## EXERCISE DIRECTIONS
From the records below, copy each line in which the string "main" occurs.

(Collection entries)

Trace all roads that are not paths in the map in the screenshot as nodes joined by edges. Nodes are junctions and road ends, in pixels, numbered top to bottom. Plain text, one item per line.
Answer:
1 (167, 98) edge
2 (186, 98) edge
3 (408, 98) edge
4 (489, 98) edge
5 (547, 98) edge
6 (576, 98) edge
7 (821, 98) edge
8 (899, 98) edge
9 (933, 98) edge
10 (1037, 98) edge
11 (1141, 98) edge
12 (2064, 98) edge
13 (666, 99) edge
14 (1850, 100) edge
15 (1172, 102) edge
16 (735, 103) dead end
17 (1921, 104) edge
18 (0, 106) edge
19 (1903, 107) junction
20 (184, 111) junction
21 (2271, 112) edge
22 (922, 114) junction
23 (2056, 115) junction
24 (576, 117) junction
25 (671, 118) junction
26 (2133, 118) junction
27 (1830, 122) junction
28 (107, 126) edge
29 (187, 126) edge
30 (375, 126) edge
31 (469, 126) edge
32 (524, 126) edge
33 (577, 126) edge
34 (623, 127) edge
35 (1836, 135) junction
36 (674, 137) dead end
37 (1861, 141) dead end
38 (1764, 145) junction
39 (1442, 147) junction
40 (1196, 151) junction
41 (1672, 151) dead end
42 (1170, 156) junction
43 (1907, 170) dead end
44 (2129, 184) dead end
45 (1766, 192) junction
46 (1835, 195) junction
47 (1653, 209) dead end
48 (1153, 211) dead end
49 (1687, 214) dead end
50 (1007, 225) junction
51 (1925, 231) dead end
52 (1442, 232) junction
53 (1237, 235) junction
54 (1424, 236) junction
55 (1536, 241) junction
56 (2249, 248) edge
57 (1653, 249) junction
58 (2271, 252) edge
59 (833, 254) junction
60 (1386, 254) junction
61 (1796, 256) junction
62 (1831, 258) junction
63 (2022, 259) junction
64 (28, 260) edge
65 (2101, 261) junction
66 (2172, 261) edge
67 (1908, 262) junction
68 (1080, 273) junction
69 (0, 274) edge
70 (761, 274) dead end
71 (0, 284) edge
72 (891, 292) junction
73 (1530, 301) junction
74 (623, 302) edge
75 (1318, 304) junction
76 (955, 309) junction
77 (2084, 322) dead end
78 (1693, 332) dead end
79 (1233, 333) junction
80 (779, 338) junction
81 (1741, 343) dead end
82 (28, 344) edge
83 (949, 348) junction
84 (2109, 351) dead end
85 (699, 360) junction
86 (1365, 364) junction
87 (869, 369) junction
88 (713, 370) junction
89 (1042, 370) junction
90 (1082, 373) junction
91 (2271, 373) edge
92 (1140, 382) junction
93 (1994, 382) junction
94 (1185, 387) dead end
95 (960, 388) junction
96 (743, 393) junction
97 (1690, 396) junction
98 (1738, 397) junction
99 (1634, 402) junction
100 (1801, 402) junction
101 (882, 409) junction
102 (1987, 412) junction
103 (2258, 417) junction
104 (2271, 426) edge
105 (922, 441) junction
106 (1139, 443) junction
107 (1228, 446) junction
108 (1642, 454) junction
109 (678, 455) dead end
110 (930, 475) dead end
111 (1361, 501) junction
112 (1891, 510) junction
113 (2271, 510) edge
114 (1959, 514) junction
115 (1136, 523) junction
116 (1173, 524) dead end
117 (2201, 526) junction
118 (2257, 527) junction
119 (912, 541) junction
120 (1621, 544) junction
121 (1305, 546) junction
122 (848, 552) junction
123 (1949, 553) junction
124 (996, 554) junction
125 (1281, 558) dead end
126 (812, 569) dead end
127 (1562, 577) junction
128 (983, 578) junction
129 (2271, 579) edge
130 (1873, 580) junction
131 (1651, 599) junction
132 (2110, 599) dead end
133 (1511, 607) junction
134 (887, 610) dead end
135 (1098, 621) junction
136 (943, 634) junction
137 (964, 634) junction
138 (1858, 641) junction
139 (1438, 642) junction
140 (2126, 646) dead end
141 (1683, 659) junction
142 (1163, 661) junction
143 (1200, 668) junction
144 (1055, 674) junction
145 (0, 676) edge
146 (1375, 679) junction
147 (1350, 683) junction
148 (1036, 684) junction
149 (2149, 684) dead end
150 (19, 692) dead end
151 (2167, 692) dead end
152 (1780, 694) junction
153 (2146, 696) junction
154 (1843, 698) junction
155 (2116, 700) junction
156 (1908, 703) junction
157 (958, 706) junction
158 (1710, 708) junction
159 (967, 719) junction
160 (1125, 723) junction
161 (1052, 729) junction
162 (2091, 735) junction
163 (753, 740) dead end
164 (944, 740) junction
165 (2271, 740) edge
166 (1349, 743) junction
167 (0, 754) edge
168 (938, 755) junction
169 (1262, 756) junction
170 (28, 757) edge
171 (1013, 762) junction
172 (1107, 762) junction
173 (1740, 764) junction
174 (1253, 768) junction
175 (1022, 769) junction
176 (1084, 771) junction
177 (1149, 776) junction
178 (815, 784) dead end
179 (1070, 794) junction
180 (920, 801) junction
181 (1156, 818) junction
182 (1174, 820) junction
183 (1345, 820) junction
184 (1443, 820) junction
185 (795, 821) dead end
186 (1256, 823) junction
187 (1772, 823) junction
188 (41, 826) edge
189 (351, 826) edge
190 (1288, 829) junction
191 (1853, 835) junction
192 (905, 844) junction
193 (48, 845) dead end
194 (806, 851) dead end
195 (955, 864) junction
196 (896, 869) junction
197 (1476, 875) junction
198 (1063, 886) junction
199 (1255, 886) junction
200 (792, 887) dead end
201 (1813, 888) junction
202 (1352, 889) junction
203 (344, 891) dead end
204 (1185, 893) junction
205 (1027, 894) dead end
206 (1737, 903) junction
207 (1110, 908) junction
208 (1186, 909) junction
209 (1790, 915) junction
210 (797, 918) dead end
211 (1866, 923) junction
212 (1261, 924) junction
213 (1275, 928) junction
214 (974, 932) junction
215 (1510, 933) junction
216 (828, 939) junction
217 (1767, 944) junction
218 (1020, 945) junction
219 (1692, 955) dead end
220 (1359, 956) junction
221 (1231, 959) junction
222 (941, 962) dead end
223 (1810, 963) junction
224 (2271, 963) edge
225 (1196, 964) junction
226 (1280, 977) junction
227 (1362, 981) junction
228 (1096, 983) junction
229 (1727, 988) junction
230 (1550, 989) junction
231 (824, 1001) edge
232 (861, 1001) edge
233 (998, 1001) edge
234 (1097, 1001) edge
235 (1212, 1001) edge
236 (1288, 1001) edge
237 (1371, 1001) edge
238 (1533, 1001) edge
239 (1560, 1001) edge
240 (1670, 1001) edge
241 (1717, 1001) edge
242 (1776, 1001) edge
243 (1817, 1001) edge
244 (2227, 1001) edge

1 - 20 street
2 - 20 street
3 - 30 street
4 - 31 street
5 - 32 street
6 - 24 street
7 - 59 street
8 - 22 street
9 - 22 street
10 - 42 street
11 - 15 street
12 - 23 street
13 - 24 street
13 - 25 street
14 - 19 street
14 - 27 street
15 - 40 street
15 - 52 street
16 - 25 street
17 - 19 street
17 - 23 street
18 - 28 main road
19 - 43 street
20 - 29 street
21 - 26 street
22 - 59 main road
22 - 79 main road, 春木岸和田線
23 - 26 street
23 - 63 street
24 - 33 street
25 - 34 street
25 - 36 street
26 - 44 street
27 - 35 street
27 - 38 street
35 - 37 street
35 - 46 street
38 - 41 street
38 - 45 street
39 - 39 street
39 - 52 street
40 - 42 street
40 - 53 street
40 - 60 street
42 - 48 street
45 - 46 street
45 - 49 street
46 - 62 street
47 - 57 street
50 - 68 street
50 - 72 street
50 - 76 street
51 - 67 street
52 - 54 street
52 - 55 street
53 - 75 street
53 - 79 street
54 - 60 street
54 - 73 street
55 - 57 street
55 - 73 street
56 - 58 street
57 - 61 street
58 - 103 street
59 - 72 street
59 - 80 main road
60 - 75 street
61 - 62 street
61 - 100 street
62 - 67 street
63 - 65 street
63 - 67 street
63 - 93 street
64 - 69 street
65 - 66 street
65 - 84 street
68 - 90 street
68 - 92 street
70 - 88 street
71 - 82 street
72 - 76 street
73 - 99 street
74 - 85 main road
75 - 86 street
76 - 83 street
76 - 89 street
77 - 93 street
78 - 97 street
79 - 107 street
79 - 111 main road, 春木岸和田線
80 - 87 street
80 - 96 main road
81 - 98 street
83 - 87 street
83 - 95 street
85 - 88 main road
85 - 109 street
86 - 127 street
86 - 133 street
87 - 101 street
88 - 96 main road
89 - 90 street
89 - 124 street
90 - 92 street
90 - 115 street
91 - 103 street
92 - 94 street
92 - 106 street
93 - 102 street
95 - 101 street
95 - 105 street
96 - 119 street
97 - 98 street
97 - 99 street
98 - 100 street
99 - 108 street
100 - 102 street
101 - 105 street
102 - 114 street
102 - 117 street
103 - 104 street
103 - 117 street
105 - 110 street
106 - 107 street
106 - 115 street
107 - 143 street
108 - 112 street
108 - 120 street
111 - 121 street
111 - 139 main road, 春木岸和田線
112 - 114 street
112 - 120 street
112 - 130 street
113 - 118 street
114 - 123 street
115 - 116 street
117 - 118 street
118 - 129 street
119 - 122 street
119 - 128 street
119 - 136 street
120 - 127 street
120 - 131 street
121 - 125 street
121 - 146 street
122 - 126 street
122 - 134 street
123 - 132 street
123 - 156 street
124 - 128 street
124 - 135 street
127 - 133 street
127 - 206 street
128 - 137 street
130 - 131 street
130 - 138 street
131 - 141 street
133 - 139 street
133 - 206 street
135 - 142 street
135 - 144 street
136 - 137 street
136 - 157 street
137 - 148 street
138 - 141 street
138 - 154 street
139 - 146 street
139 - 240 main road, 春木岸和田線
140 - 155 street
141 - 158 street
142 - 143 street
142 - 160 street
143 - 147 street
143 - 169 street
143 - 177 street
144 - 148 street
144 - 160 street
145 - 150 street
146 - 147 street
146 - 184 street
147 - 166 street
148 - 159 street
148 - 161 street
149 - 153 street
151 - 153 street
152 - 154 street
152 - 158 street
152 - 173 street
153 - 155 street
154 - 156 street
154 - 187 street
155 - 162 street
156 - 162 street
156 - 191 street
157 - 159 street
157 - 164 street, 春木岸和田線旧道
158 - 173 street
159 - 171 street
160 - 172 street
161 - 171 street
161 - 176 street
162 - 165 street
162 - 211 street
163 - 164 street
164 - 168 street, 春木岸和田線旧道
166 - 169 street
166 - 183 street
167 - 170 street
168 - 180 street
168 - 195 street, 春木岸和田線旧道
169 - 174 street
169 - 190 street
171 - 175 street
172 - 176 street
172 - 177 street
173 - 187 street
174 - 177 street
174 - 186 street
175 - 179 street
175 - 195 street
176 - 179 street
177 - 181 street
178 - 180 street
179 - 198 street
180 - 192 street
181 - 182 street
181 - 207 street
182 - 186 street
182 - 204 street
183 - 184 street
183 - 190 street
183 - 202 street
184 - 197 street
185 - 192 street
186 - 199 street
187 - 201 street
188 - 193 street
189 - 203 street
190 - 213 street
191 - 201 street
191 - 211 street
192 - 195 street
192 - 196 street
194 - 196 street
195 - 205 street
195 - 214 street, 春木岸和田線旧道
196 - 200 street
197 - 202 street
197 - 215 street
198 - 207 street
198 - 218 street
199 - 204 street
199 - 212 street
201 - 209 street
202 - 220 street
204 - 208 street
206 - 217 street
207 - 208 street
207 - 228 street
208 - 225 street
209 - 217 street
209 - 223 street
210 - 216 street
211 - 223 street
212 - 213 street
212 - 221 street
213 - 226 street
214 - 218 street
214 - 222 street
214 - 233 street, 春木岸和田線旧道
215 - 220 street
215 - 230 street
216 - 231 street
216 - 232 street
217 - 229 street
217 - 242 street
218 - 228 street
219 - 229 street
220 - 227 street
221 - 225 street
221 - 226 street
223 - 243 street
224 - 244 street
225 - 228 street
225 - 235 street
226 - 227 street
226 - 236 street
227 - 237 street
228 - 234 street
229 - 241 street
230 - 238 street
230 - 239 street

## RESULT OF THE TASK
18 - 28 main road
22 - 59 main road
22 - 79 main road, 春木岸和田線
59 - 80 main road
74 - 85 main road
79 - 111 main road, 春木岸和田線
80 - 96 main road
85 - 88 main road
88 - 96 main road
111 - 139 main road, 春木岸和田線
139 - 240 main road, 春木岸和田線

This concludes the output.